0
votes

To Join two nested structure PCollection, we need to Unnest the PCollection before doing join, as getting challenges (refer my other stackoverflow case a link). So want to know how to unnest the PCollection. It would be good if some one give idea either Join two nested table or how to unnest PCollections.

I just noted that we have PTransform "Unnest" (link) for unnesting collection from the nested one. But I could not find any sample on net. However I just tried to implement it with below steps to convert nested collection, but still unable to get the unnest Collection in last.

1) PCollection empCollection = ReadCollection(); 2) Using Pardo function convert the value from PCollection (com.google.api.services.bigquery.model.TableRow) to PCollection(org.apache.beam.sdk.values.Row) 3) Define the Schema like below Schema projects = Schema.builder().addInt32Field("Id").addStringField("Name").build(); Schema Employees = Schema.builder().addStringField("empNo").addStringField("empName").addArrayField("Projects", FieldType.row(projects)).build(); 4) Use Unnest transform to unnest the nested collection

PCollection<Row> pcColl = targetRowCollection.apply(Unnest.<Row>create().withFieldNameFunction(new SerializableFunction<java.util.List<java.lang.String>, java.lang.String>() {
@Override
public java.lang.String apply(java.util.List<java.lang.String> input) {
    return String.join("+", input);
    }
}));

5) Using Pardo function convert the value from PCollection(org.apache.beam.sdk.values.Row) to PCollection (com.google.api.services.bigquery.model.TableRow)

Could some one to help me, using this Unnest transform to convert the unnest collection from nested collection.

1
Could you clarify what you meant by unnest ? A PCollection is just a collection of elements. Does each element map to a row of your table (before joining) ? - chamikara
If PCollection does not have nested type (In BigQuery - record type) collection then its called unnest. I want to do like, in ParDo fn, the PCollection of TableRow, which has nested structure(Record type) and covert the data to make output pcollection without record type. - lourdu rajan
I see. Note that nested/unnested is not a definition from Beam but something you used when referring to the specific type of elements you are using (TableRow in this case). In general, to join two PCollections (using CoGroupByKey) you have to generate a PCollection of KVs. So you have to extract key out of your nested structure. - chamikara
Also, you can do this unnesting in a ParDo step. - chamikara
Yes, i am playing with specific pcollection type as TableRow. I know that we can unnest the collection inside the ParDo fn but i dont have code snippet to do.
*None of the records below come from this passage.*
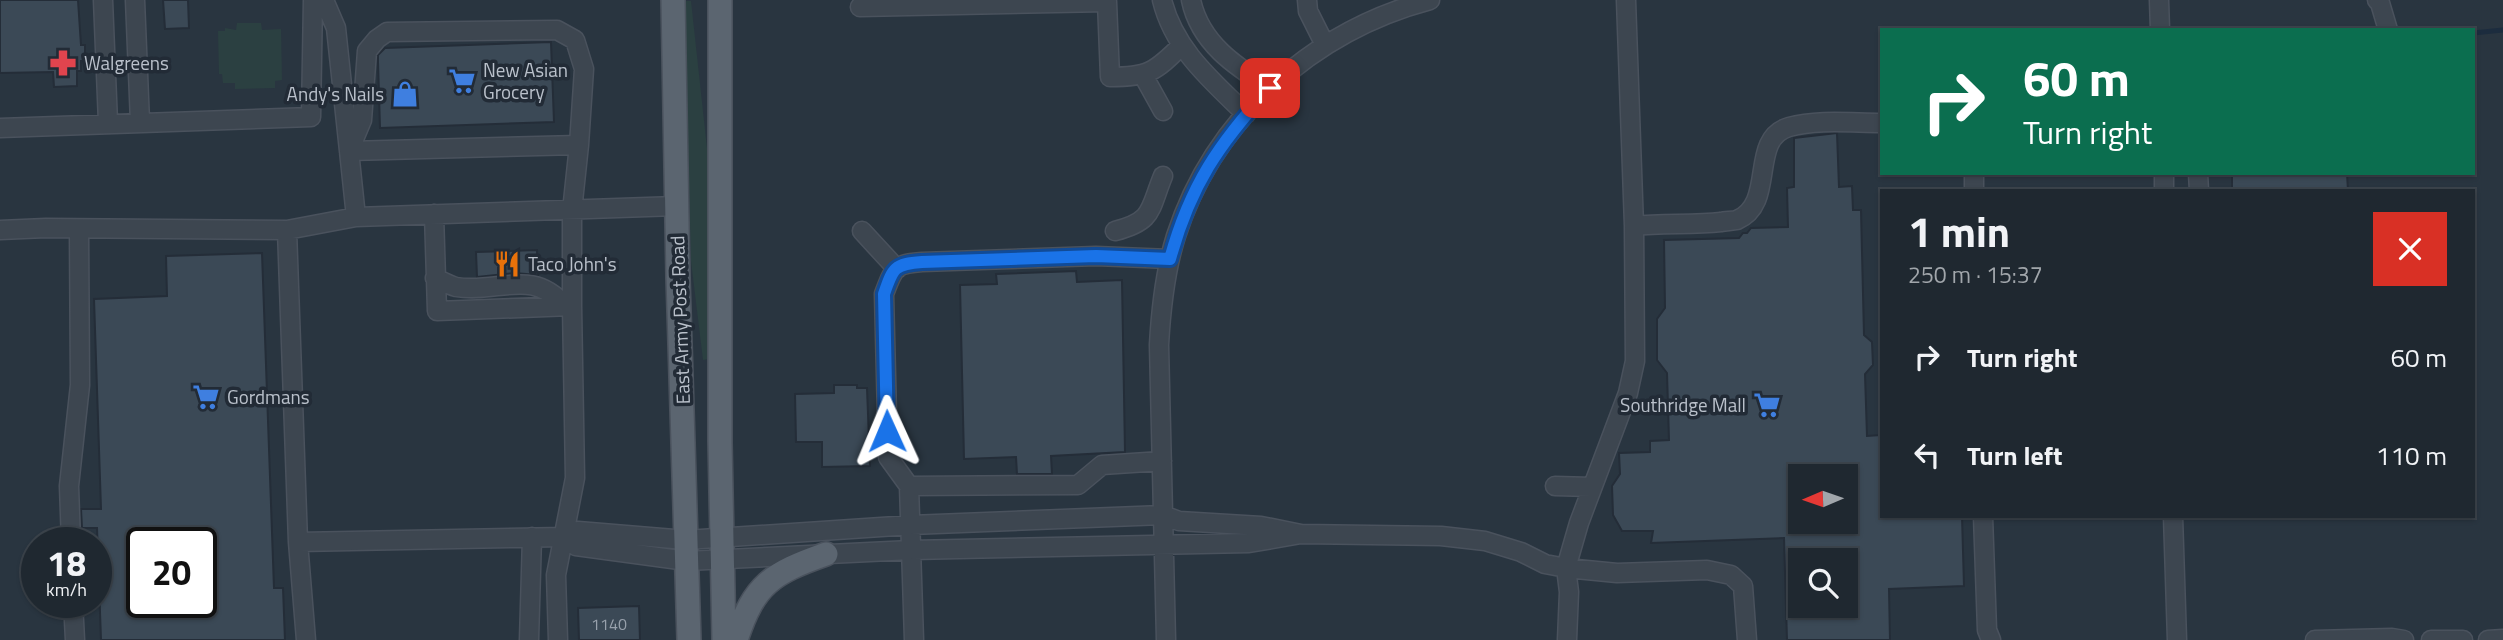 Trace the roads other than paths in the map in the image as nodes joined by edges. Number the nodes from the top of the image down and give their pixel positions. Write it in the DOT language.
graph roads {
  1 [pos="103,0"];
  2 [pos="135,0"];
  3 [pos="313,0"];
  4 [pos="324,0"];
  5 [pos="673,0"];
  6 [pos="720,0"];
  7 [pos="1162,0"];
  8 [pos="1191,0"];
  9 [pos="1307,0"];
  10 [pos="1430,0"];
  11 [pos="1626,0"];
  12 [pos="2159,0"];
  13 [pos="2377,0"];
  14 [pos="1107,1"];
  15 [pos="860,7"];
  16 [pos="2160,28"];
  17 [pos="2387,28"];
  18 [pos="1182,45"];
  19 [pos="1325,45"];
  20 [pos="1143,75"];
  21 [pos="1270,88"];
  22 [pos="1163,111"];
  23 [pos="1246,114"];
  24 [pos="140,122"];
  25 [pos="108,123"];
  26 [pos="1880,123"];
  27 [pos="0,128"];
  28 [pos="579,145"];
  29 [pos="349,151"];
  30 [pos="1163,176"];
  31 [pos="677,206"];
  32 [pos="572,211"];
  33 [pos="434,214"];
  34 [pos="356,216"];
  35 [pos="1634,226"];
  36 [pos="79,229"];
  37 [pos="0,230"];
  38 [pos="287,230"];
  39 [pos="862,231"];
  40 [pos="1115,231"];
  41 [pos="1170,259"];
  42 [pos="897,269"];
  43 [pos="435,278"];
  44 [pos="568,306"];
  45 [pos="1162,461"];
  46 [pos="909,486"];
  47 [pos="1555,486"];
  48 [pos="1592,487"];
  49 [pos="1163,516"];
  50 [pos="1983,518"];
  51 [pos="2173,518"];
  52 [pos="911,524"];
  53 [pos="70,527"];
  54 [pos="1301,534"];
  55 [pos="532,537"];
  56 [pos="564,537"];
  57 [pos="298,542"];
  58 [pos="1164,544"];
  59 [pos="721,549"];
  60 [pos="911,550"];
  61 [pos="687,551"];
  62 [pos="826,554"];
  63 [pos="1566,568"];
  64 [pos="74,618"];
  65 [pos="2503,639"];
  66 [pos="75,640"];
  67 [pos="306,640"];
  68 [pos="529,640"];
  69 [pos="558,640"];
  70 [pos="689,640"];
  71 [pos="724,640"];
  72 [pos="736,640"];
  73 [pos="914,640"];
  74 [pos="1166,640"];
  75 [pos="1567,640"];
  76 [pos="1747,640"];
  77 [pos="1991,640"];
  78 [pos="2177,640"];
  79 [pos="2315,640"];
  80 [pos="2404,640"];
  81 [pos="2431,640"];
  82 [pos="2463,640"];
  83 [pos="2487,640"];
  1 -- 25 [label="lane"];
  2 -- 24 [label="lane"];
  3 -- 24 [label="lane"];
  4 -- 29 [label="lane"];
  5 -- 31 [label="main road, East Army Post Road"];
  6 -- 59 [label="main road, East Army Post Road"];
  7 -- 18 [label="lane"];
  8 -- 21 [label="lane"];
  9 -- 19 [label="lane"];
  10 -- 19 [label="lane"];
  11 -- 35 [label="lane"];
  12 -- 16 [label="lane"];
  13 -- 17 [label="lane"];
  14 -- 15 [label="lane"];
  14 -- 20 [label="lane"];
  18 -- 20 [label="lane"];
  18 -- 23 [label="lane"];
  19 -- 21 [label="lane"];
  20 -- 22 [label="lane"];
  21 -- 23 [label="lane"];
  23 -- 41 [label="lane"];
  24 -- 25 [label="lane"];
  25 -- 27 [label="lane"];
  26 -- 35 [label="lane"];
  28 -- 29 [label="lane"];
  28 -- 29 [label="lane"];
  28 -- 32 [label="lane"];
  29 -- 34 [label="lane"];
  30 -- 40 [label="lane"];
  31 -- 32 [label="lane"];
  31 -- 61 [label="main road, East Army Post Road"];
  32 -- 33 [label="lane"];
  32 -- 44 [label="lane"];
  33 -- 34 [label="lane"];
  33 -- 43 [label="lane"];
  34 -- 38 [label="lane"];
  35 -- 48 [label="lane"];
  36 -- 37 [label="lane"];
  36 -- 38 [label="lane"];
  36 -- 53 [label="lane"];
  38 -- 57 [label="lane"];
  39 -- 42 [label="lane"];
  41 -- 42 [label="lane"];
  41 -- 45 [label="lane"];
  42 -- 46 [label="lane"];
  43 -- 44 [label="lane"];
  43 -- 44 [label="lane"];
  44 -- 56 [label="lane"];
  45 -- 46 [label="lane"];
  45 -- 49 [label="lane"];
  46 -- 52 [label="lane"];
  47 -- 48 [label="lane"];
  48 -- 63 [label="lane"];
  49 -- 52 [label="lane"];
  49 -- 54 [label="lane"];
  49 -- 58 [label="lane"];
  50 -- 77 [label="lane"];
  51 -- 78 [label="lane"];
  52 -- 59 [label="lane"];
  52 -- 60 [label="lane"];
  54 -- 58 [label="lane"];
  54 -- 63 [label="lane"];
  55 -- 56 [label="lane"];
  55 -- 57 [label="lane"];
  55 -- 68 [label="lane"];
  56 -- 61 [label="lane"];
  56 -- 69 [label="lane"];
  57 -- 67 [label="lane"];
  58 -- 60 [label="lane"];
  58 -- 74 [label="lane"];
  59 -- 61 [label="lane"];
  59 -- 62 [label="lane"];
  59 -- 71 [label="main road, East Army Post Road"];
  60 -- 62 [label="lane"];
  60 -- 73 [label="lane"];
  61 -- 70 [label="main road, East Army Post Road"];
  62 -- 72 [label="main road"];
  63 -- 75 [label="lane"];
  63 -- 76 [label="lane"];
  64 -- 66 [label="lane"];
  65 -- 83 [label="lane"];
  79 -- 80 [label="lane"];
  81 -- 82 [label="lane"];
}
It would be good if you share code snippet. - lourdu rajan

1 Answers

0
votes

code for joining two Pcollection with nested structure in python with Beam:

with beam.Pipeline(options=option) as p:

    source_record1 =  p | "get data1" >> beam.io.avroio.ReadFromAvro(input_file1)
    source_record2 =  p | "get data2" >> beam.io.avroio.ReadFromAvro(input_file2)
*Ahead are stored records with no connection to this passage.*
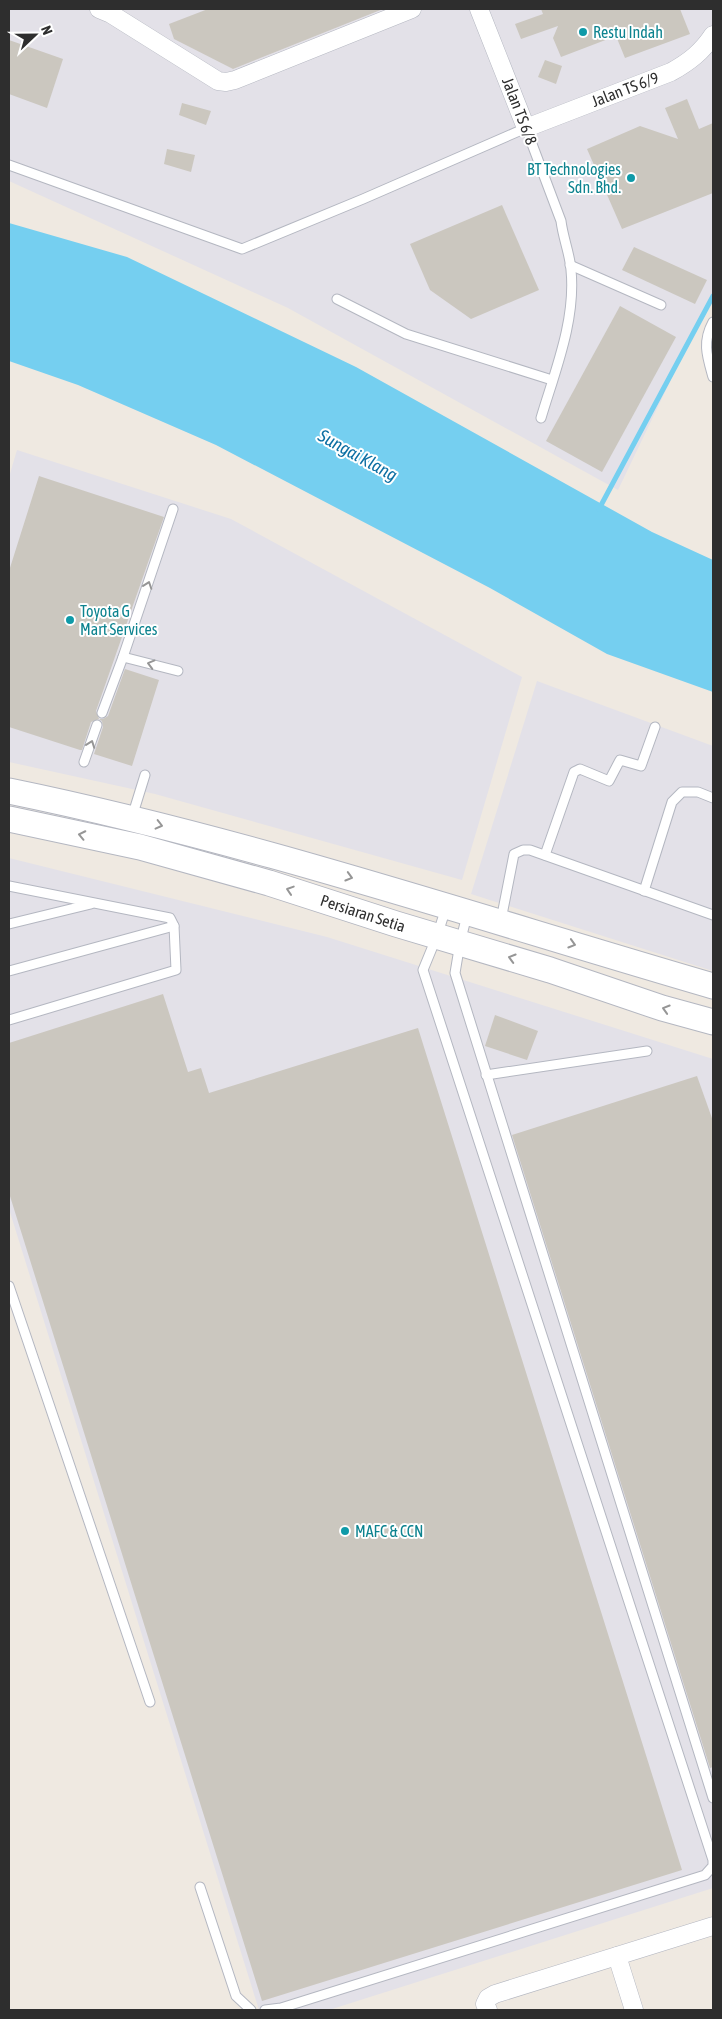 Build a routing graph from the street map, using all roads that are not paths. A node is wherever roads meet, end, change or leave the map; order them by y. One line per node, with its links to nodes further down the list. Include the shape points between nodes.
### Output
1 (412, 9): 3 (street, via 226,82 218,81)
2 (479, 9): 5 (street, Jalan TS 6/8)
3 (112, 11)
4 (713, 35): 5 (street, Jalan TS 6/9, via 705,48 671,72)
5 (526, 128): 6 (lane, via 242,249); 7 (lane, Jalan TS 6/8, via 561,221)
6 (9, 165)
7 (570, 265): 9 (lane); 12 (lane, Jalan TS 6/8, via 570,311)
8 (337, 299): 12 (lane, via 406,334)
9 (660, 305)
10 (713, 322): 11 (lane, via 707,333 706,352)
11 (713, 376)
12 (552, 380): 13 (lane, Jalan TS 6/8)
13 (541, 418)
14 (174, 509): 15 (lane, one-way to 14)
15 (123, 657): 16 (lane, one-way to 15); 17 (lane)
16 (178, 672)
17 (102, 713)
18 (97, 725): 20 (lane, one-way to 18)
19 (655, 727): 26 (lane, via 641,766 620,760 609,781 580,769 574,772)
20 (84, 762)
21 (145, 775): 25 (lane)
22 (9, 790): 25 (street, Persiaran Setia)
23 (713, 798): 28 (lane, via 698,792 682,792 672,802)
24 (9, 820): 25 (street, Persiaran Setia, one-way to 24)
25 (127, 831): 30 (street, Persiaran Setia, one-way to 30, via 205,837); 35 (street, Persiaran Setia, one-way to 25, via 269,883)
26 (545, 855): 28 (lane); 32 (lane, via 530,850 514,854)
27 (9, 886): 29 (lane)
28 (644, 891): 31 (lane)
29 (96, 903): 33 (lane); 34 (lane, via 170,918)
30 (457, 909): 32 (street, Persiaran Setia); 35 (lane); 35 (lane)
31 (713, 915)
32 (500, 922): 37 (street, Persiaran Setia, one-way to 37)
33 (9, 924)
34 (174, 926): 36 (lane); 38 (lane, via 176,970)
35 (448, 940): 39 (street, Persiaran Setia, one-way to 35); 41 (lane); 49 (lane, via 423,970 713,1866 705,1875 281,2008)
36 (9, 971)
37 (713, 986)
38 (9, 1020)
39 (713, 1022)
40 (647, 1051): 41 (lane)
41 (486, 1075): 44 (lane)
42 (9, 1286): 43 (lane)
43 (150, 1702)
44 (713, 1798)
45 (200, 1887): 48 (lane, via 236,1996)
46 (713, 1926): 47 (street)
47 (617, 1956): 50 (street, via 495,1994 488,1998); 51 (street)
48 (251, 2010)
49 (265, 2010)
50 (488, 2010)
51 (634, 2010)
    #convert into <k,v> form
    keyed_record1 = source_record1 | beam.ParDo(addkeysnested(),join_fileld_names1)
    keyed_record2 = source_record2 | beam.ParDo(addkeysnested(),join_fileld_names2)

    #Apply join operation
    rjoin = ({'File1Info': keyed_record1, 'File2Info': keyed_record2}                     
               | beam.CoGroupByKey())


    class addkeysnested(beam.DoFn):
        def process(self,element,fieldName):
            tmp_record = element    
            fieldName = fieldName.split(".")
            for i in range(len(fieldName)):

                if i != len(fieldName) - 1 :
                    tmp_record = tmp_record[fieldName[i].strip()][0]

                else:
                    tmp_record = tmp_record[fieldName[i].strip()]   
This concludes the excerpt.